### What is expected
Search the listing for the string "Güzeltepe" and copy every line that contains it.

### Data listing
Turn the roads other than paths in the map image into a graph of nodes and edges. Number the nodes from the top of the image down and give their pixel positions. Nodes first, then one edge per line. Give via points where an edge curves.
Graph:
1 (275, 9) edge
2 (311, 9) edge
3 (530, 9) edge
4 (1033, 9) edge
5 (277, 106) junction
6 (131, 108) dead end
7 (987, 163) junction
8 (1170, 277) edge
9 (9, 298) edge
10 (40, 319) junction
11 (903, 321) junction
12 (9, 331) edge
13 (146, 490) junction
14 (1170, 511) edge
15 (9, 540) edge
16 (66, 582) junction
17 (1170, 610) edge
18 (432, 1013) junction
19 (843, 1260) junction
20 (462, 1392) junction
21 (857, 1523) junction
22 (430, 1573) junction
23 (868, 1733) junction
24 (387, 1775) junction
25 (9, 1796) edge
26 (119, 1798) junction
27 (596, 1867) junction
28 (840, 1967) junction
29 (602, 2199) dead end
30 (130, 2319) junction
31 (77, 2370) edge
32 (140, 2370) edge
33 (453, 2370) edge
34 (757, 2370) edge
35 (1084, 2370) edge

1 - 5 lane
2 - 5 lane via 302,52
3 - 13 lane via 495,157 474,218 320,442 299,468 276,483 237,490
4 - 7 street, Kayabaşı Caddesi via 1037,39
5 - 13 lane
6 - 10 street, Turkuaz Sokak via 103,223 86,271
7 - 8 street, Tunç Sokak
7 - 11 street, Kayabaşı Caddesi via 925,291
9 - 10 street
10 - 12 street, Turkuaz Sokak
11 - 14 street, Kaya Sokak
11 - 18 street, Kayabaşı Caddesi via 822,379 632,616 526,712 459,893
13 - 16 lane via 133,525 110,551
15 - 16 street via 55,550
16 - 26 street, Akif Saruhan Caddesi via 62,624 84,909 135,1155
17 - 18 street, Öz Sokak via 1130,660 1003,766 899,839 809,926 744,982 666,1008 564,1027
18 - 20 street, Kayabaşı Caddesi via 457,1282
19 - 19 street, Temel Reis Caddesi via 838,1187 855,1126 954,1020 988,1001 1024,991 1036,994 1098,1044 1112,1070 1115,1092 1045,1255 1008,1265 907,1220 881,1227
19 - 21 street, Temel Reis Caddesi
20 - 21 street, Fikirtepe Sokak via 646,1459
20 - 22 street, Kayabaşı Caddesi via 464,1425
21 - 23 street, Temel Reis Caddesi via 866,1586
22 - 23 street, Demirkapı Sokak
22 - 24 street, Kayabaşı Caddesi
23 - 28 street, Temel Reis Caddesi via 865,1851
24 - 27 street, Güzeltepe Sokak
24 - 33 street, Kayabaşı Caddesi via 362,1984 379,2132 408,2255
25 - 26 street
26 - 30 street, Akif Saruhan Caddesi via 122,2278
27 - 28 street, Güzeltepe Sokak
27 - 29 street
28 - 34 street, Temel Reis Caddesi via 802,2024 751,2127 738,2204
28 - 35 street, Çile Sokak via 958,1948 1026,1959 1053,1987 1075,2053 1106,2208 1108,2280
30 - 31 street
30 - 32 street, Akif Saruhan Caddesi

### Reply
24 - 27 street, Güzeltepe Sokak
27 - 28 street, Güzeltepe Sokak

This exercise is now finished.